Plenty of companies are pitching in where they can, including by shifting their production lines and manufacturing capacity towards areas of greatest need. It’s definitely an ‘all-hands-on-deck’ moment, but there’s definitely a question of what happens to businesses that shift their focus this dramatically once the emergency passes, especially for young startups in emerging industries.

SpaceX to deliver cargo to NASA’s lunar Gateway station using a new ‘Dragon XL’ spacecraft

NASA has tapped SpaceX as the first provider of space-based logistics to deliver experiment materials, cargo and supplies to its lunar Gateway, the agency announced on Friday. This means SpaceX will be among the companies that NASA can turn to when it needs things shuttled via spaceship between Earth and this forthcoming platform, which will orbit the Moon and provide a staging ground for future crewed Moon missions.

The contract means that SpaceX will play a key role in not only NASA’s forthcoming Artemis Moon missions, which will eventually seek to establish a permanent scientific human lunar presence, but that it also will be involved as NASA begins to work toward extending its reach to Mars, as well. NASA plans to launch multiple cargo supply missions to the Gateway, which has yet to be constructed, with spacecraft designed to go to the station and remain there for between six and 12 months at a time.

The total value of these contracts will top out at a maximum of $7 billion for the entire contract, with a guaranteed minimum of two missions per provider. Other providers will likely be selected, but SpaceX is the first company to be signed by NASA under the agreement. SpaceX is already contracted by NASA to deliver regular supply runs to the International Space Station in Earth orbit using its Dragon cargo spacecraft.

SpaceX is going to be launching a new variant of its Dragon spacecraft called the “Dragon XL” in order to support these missions, and they will be able to carry more than five metric tons to the Moon-orbiting station. They’ll use SpaceX’s existing Falcon Heavy craft to launch from Earth for the trip.

In terms of timing, we’ll likely have to wait a while for the first of these missions to actually take off: While the current plan is to launch the first module for the station as early as 2022, it’ll likely only be a few years after that that the station is in any shape to receive regular cargo runs.

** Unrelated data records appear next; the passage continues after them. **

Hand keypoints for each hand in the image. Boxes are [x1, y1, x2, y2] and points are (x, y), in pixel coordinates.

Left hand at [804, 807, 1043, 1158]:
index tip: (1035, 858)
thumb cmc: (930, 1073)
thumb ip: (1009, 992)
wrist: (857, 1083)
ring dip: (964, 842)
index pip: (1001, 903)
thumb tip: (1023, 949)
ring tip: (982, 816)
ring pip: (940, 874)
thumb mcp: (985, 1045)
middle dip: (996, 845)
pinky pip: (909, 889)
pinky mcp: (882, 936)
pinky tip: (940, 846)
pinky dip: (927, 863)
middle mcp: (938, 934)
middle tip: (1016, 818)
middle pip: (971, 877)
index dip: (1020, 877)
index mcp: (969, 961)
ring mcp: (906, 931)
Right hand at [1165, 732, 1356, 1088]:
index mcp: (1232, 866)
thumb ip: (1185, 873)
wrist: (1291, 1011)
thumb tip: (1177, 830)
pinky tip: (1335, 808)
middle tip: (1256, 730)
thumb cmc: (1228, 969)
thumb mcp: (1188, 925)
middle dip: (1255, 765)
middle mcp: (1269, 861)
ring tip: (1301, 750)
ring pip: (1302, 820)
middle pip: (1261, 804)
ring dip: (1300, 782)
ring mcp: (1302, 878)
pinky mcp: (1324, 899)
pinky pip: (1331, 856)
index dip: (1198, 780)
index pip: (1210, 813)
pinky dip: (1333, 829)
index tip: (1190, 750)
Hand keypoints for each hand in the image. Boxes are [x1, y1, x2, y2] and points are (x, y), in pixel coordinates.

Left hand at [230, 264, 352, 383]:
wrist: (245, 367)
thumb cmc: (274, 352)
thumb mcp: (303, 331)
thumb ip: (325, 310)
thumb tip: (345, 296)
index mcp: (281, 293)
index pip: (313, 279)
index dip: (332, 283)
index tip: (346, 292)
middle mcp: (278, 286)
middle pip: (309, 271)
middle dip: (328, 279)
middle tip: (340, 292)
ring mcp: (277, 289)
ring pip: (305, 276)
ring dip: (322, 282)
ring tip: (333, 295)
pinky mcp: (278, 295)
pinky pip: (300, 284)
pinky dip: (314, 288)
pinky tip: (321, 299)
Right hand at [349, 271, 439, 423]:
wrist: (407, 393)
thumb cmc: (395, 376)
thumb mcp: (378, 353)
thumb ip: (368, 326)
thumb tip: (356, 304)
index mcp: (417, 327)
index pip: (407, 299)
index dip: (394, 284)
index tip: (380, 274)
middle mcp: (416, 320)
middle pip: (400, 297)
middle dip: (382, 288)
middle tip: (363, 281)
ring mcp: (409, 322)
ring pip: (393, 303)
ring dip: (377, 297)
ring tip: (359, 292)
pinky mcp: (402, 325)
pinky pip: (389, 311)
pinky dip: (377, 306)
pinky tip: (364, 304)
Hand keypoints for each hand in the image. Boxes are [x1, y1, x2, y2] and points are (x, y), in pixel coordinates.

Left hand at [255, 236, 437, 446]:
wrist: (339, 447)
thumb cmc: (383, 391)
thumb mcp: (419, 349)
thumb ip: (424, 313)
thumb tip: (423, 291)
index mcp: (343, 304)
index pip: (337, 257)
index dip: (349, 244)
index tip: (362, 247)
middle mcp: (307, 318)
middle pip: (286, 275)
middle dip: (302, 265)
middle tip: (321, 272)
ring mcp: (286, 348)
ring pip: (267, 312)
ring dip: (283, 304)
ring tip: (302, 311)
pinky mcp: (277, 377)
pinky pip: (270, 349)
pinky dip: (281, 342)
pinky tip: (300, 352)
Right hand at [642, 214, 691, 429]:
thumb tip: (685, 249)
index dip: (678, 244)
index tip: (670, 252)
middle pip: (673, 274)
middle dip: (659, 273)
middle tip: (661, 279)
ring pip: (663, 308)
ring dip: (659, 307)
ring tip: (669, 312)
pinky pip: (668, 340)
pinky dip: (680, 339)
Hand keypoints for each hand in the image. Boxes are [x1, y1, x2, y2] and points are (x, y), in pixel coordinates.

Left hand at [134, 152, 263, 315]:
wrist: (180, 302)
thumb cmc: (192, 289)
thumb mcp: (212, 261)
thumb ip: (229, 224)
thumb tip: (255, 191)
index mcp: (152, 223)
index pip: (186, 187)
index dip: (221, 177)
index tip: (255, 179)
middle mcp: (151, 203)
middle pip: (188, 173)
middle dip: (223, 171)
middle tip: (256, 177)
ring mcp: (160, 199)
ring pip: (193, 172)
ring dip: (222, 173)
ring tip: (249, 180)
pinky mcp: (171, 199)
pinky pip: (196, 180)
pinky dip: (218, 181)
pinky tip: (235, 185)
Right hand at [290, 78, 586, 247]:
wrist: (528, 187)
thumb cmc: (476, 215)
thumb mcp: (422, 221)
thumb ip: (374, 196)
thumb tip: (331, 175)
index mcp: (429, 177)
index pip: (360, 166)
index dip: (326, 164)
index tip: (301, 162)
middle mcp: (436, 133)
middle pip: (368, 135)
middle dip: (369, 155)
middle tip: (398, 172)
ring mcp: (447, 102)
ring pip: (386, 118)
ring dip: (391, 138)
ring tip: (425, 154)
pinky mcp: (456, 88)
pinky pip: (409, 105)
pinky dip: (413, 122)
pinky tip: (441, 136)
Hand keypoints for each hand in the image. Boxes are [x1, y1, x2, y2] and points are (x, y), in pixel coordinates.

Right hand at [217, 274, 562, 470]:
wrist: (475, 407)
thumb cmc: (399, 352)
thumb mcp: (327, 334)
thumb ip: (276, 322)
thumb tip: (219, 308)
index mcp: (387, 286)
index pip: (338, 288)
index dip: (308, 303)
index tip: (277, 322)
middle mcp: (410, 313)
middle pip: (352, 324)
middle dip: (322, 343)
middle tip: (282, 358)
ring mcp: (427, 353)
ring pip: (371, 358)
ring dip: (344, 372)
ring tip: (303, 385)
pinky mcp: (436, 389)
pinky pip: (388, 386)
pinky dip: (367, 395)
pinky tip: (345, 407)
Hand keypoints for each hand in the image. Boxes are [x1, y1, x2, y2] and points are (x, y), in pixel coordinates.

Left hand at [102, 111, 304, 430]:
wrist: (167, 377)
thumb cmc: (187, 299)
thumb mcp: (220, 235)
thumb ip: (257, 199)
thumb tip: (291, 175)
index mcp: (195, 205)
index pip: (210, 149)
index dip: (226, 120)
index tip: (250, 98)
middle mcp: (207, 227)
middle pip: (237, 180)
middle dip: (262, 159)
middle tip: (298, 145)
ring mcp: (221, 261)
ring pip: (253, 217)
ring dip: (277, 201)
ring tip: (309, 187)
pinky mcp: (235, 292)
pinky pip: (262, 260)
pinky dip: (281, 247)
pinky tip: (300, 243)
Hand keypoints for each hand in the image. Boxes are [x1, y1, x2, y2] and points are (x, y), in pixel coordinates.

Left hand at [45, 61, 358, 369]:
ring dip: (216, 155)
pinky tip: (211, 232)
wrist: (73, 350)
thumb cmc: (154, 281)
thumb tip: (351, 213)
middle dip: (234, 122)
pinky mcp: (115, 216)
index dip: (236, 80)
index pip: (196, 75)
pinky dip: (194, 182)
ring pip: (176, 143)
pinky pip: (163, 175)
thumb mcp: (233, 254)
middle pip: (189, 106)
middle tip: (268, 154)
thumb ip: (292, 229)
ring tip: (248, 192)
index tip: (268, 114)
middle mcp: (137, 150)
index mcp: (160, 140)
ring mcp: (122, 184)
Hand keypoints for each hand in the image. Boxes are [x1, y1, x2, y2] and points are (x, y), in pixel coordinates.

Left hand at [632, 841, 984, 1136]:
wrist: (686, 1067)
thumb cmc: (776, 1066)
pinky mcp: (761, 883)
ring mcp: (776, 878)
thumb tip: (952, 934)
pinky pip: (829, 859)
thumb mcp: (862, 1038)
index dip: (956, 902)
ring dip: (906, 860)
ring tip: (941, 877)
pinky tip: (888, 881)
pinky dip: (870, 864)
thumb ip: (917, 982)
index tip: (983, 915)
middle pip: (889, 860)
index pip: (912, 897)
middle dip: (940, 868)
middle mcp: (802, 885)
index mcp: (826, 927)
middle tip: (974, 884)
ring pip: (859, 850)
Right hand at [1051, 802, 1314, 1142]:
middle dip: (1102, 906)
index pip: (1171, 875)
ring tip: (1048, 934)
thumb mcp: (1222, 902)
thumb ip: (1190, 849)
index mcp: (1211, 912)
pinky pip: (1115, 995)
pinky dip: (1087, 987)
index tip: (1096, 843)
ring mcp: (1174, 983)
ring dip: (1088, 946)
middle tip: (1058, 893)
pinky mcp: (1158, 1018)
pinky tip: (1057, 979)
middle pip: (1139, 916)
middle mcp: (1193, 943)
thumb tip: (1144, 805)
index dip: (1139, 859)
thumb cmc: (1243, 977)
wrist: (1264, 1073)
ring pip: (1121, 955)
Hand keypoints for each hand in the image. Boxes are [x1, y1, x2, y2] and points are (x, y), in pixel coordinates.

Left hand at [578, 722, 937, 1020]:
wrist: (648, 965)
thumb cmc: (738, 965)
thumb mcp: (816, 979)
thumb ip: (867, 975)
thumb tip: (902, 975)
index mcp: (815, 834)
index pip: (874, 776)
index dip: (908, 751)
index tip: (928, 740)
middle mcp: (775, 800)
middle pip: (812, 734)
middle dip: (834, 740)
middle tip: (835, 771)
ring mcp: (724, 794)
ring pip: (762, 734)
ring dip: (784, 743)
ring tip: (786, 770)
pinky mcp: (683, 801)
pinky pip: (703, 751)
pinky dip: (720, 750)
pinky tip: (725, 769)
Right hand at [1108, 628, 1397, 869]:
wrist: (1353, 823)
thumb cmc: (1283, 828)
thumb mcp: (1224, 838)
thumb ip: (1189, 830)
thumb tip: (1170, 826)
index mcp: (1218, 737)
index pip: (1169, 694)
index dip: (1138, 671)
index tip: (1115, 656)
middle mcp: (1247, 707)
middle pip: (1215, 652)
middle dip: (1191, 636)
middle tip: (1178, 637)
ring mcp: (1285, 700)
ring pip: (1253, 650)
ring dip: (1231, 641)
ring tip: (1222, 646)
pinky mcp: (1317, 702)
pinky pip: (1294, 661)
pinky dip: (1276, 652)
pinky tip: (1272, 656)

Smart telescope startups vie to fix astronomy’s satellite challenge

Starlink, the satellite branch of Elon Musk’s SpaceX company, has come under fire in recent months from astronomers over concerns about the negative impact that its planned satellite clusters have reportedly had — and may continue to have — on nighttime observation.

According to a preliminary report released last month by the International Astronomical Union (IAU), the satellite clusters will interfere with the ability of telescopes to peer deep into space, and will limit the amount of observable hours, as well as the quality of images taken, by observatories.

The stakes involved are high, with projects like Starlink potentially being central to the future of global internet coverage, especially as new infrastructure implements 5G and edge computing. At the same time, satellite clusters — whether from Starlink or national militaries — could threaten the foundations of astronomical research.

Musk himself has been inconsistent in his response. Some days, he promises collaboration with scientists to solve the issue; on others, such as two weeks ago at the Satellite 2020 conference, he declared himself “confident that we will not cause any impact whatsoever in astronomical discoveries.” 

Critics have pointed fingers in many directions in search of a solution to the issue. Some astronomers demand that spacefaring companies like Musk’s look after the interests of science (Amazon and Facebook have also been developing satellite projects similar to SpaceX’s) . Others ask national or international governing bodies to step in and create regulations to manage the problem. But there’s another sphere altogether that may provide a solution: startups looking to develop “smart telescopes” capable of compensating for cluster interference.

Should they deliver on their promise, smart telescopes and shutter units will save observatories time and money by protecting images that are incredibly complicated to generate.